Pierre Feuga (16 October 1942 – 10 June 2008) was a French novelist, essayist and translator (from Sanskrit and Latin). A specialist of the Vedanta, the cults of Shakti and tantrism, he also taught yoga for twenty-seven years.

Biography 
Born in a family of artists and travelers, Pierre Feuga also made long trips around the world. He won the Concours général of literature at age sixteen while he was a pupil at Lycée Louis-le-Grand in Paris.

Although Feuga did not recognize any master, he nevertheless was very influenced by Patrick Le Bail then Jean Klein with whom he studied the Vedanta and the Hatha-Yoga in the tradition of Jammu-Kashmir.

After a long sailing trip that led him to New Caledonia (where he gave his first yoga classes), he settled in Paris and taught there until his death on 10 June 2008.

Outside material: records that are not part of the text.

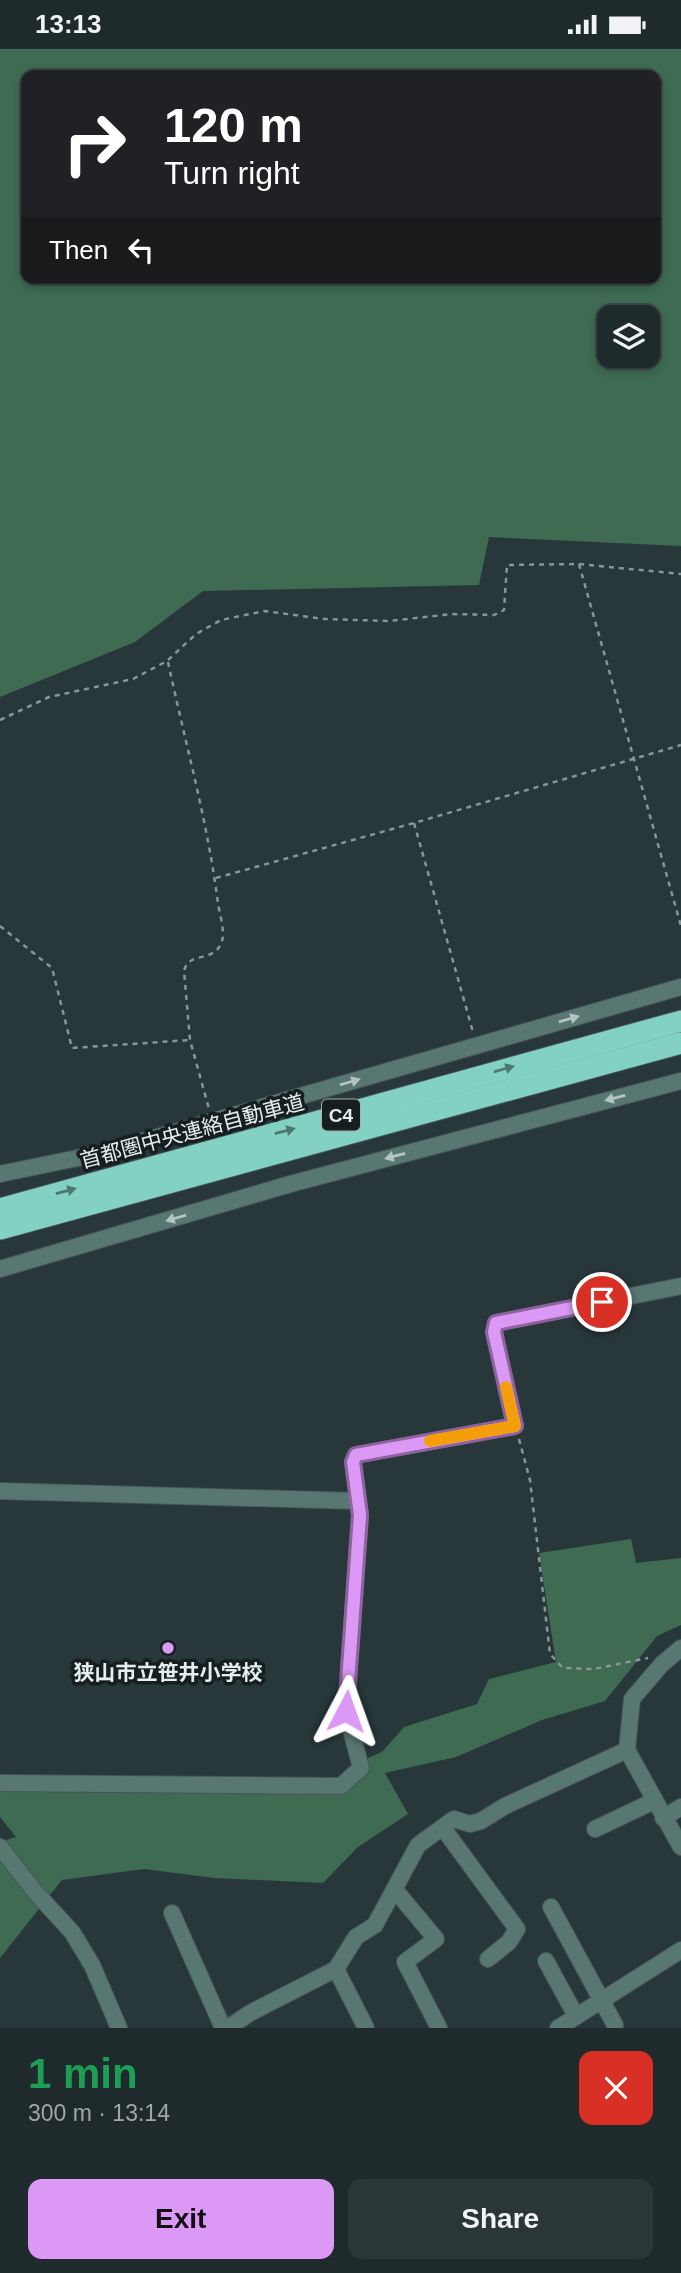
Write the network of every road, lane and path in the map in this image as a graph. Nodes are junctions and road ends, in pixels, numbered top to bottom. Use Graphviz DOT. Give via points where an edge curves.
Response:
graph roads {
  1 [pos="579,564"];
  2 [pos="681,574"];
  3 [pos="167,661"];
  4 [pos="0,720"];
  5 [pos="681,745"];
  6 [pos="632,759"];
  7 [pos="414,823"];
  8 [pos="215,878"];
  9 [pos="0,926"];
  10 [pos="681,926"];
  11 [pos="681,986"];
  12 [pos="681,1021"];
  13 [pos="190,1040"];
  14 [pos="681,1043"];
  15 [pos="477,1045"];
  16 [pos="681,1081"];
  17 [pos="213,1122"];
  18 [pos="0,1174"];
  19 [pos="0,1209"];
  20 [pos="0,1229"];
  21 [pos="0,1269"];
  22 [pos="681,1286"];
  23 [pos="515,1426"];
  24 [pos="0,1491"];
  25 [pos="358,1501"];
  26 [pos="679,1650"];
  27 [pos="627,1750"];
  28 [pos="0,1783"];
  29 [pos="654,1801"];
  30 [pos="681,1807"];
  31 [pos="663,1818"];
  32 [pos="443,1828"];
  33 [pos="595,1829"];
  34 [pos="0,1847"];
  35 [pos="681,1847"];
  36 [pos="395,1891"];
  37 [pos="551,1907"];
  38 [pos="172,1913"];
  39 [pos="681,1950"];
  40 [pos="488,1959"];
  41 [pos="546,1961"];
  42 [pos="335,1969"];
  43 [pos="601,1999"];
  44 [pos="576,2016"];
  45 [pos="615,2025"];
  46 [pos="119,2028"];
  47 [pos="226,2028"];
  48 [pos="366,2028"];
  49 [pos="439,2028"];
  50 [pos="558,2028"];
  1 -- 2 [label="path"];
  1 -- 3 [label="path" via="507,565 504,610 494,615 389,621 265,611 220,620 196,634"];
  1 -- 6 [label="path"];
  3 -- 4 [label="path" via="134,679 49,697"];
  3 -- 8 [label="path"];
  5 -- 6 [label="path"];
  6 -- 7 [label="path"];
  6 -- 10 [label="path"];
  7 -- 8 [label="path"];
  7 -- 15 [label="path"];
  8 -- 13 [label="path" via="223,939 212,955 185,964"];
  9 -- 13 [label="path" via="52,968 72,1048"];
  15 -- 11 [label="street, one-way"];
  19 -- 12 [label="highway, 首都圏中央連絡自動車道 / C4, one-way"];
  13 -- 17 [label="path"];
  14 -- 20 [label="highway, 首都圏中央連絡自動車道 / C4"];
  17 -- 15 [label="street, one-way"];
  16 -- 21 [label="street, one-way" via="294,1183"];
  17 -- 18 [label="street" via="102,1153"];
  22 -- 23 [label="street" via="496,1323 494,1332"];
  23 -- 25 [label="street" via="356,1455"];
  23 -- 26 [label="path" via="530,1480 550,1654 563,1668 594,1669"];
  24 -- 25 [label="street"];
  25 -- 28 [label="street" via="346,1711 361,1768 341,1786"];
  26 -- 27 [label="street" via="632,1699"];
  27 -- 29 [label="street"];
  27 -- 32 [label="street" via="481,1821 470,1824 454,1819"];
  29 -- 31 [label="street"];
  29 -- 33 [label="street"];
  30 -- 31 [label="street"];
  31 -- 35 [label="street"];
  32 -- 36 [label="street" via="418,1845"];
  32 -- 40 [label="street" via="517,1929 509,1943"];
  34 -- 46 [label="street" via="72,1932"];
  36 -- 42 [label="street" via="374,1925 356,1937"];
  36 -- 49 [label="street" via="436,1939 405,1962"];
  37 -- 43 [label="street"];
  38 -- 47 [label="street"];
  39 -- 43 [label="street"];
  41 -- 44 [label="street"];
  42 -- 47 [label="street"];
  42 -- 48 [label="street"];
  43 -- 44 [label="street"];
  43 -- 45 [label="street"];
  44 -- 50 [label="street"];
}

At the same time, he undertook a series of works on the Tantric universe as well as on awakening. Publishing in particular with Dangles and Albin Michel, he was entrusted in 1998 with the drafting of the Que sais-je? devoted to yoga (#643) in collaboration with Tara Michaël.

In 2004 he became the literary editor of the Almora editions.

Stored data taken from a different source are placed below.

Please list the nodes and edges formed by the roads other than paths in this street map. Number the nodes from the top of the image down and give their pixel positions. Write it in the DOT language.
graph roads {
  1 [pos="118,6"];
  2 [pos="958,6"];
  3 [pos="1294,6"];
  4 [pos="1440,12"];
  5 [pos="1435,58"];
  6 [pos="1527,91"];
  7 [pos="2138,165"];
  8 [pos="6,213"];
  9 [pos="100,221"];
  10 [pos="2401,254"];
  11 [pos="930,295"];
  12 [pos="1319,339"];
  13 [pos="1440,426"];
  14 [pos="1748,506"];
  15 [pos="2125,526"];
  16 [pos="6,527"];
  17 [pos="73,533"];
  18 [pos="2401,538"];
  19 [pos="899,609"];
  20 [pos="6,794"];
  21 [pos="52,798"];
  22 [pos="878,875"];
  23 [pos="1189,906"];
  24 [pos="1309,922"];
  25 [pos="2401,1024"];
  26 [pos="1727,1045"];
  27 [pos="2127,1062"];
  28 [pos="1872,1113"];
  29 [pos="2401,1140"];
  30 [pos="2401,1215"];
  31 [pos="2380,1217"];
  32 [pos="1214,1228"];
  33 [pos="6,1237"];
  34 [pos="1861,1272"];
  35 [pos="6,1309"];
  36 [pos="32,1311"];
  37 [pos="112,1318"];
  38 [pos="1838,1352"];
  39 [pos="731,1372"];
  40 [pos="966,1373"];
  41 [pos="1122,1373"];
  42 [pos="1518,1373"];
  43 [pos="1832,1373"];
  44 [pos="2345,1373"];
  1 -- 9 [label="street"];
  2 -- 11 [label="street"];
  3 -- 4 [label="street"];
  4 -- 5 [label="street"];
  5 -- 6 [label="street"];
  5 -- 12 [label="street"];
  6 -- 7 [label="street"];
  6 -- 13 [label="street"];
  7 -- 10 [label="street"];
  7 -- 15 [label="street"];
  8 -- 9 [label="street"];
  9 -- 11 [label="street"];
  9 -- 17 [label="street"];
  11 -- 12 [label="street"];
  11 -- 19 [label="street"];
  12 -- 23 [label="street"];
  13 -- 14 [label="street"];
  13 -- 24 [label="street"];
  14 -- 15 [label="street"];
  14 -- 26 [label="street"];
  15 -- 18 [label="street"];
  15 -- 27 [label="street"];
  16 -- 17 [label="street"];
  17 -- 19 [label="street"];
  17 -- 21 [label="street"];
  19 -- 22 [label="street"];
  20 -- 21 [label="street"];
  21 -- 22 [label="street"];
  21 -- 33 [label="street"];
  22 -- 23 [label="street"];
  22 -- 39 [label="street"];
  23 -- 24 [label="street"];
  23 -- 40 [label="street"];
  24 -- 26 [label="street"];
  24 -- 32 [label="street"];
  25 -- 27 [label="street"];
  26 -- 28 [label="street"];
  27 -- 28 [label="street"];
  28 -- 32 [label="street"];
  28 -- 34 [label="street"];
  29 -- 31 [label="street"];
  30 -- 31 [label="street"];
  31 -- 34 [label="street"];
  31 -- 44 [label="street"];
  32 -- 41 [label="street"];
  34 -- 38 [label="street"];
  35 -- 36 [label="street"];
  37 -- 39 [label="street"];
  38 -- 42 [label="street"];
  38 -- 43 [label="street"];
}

He was also a member of the editorial board of the journal .

Publications 
1963: Cracher dans la mer, novel, Éditions Julliard
1965: La Galère en bois de rose, novel, Robert Laffont
1988: Cent douze méditations tantriques, the "Vijñâna-Bhairava", translation from Sanskrit and commentary, Accarias/L'Originel,  
1989: Cinq visages de la Déesse, Le Mail/Le Rocher,  
1989: Liber de Catulle, translation from Latin, Orphée/La Différence
1990: Les Trophées, José-Maria de Heredia, choice and presentation, Orphée/La Différence
1990: Le bonheur est de ce monde, Accarias-L'Originel, 
1992: Satires de Juvénal, translation from Latin, Orphée/La Différence
1992: L'Art de la concentration, Albin Michel, series "Espaces libres", n°32, 
1994: Tantrisme, Dangles, 
1998: Le Yoga, in collaboration with Tara Michaël, PUF, series Que sais-je ?, n°643
2004: Comme un cercle de feu, translation from Sanskrit and commentaries of the Mândûkya-upanishad and the Kârikâ by Gaudapâda, Accarias-L'Originel, 
2005: Pour l'Éveil, Almora, 
2008: Le Chemin des flammes, Almora, 
2008: Le Miroir du vent, novel, Almora,  
2010: Fragments tantriques, Almora, (posthumous collection of articles and chronicles),

References

External links 
 Pierre Feuga's website
 Pierre Feuga on Babelio
 Dormir dans les postures ? par Pierre Feuga
 Interview with Pierre Feuga (9 October 2012)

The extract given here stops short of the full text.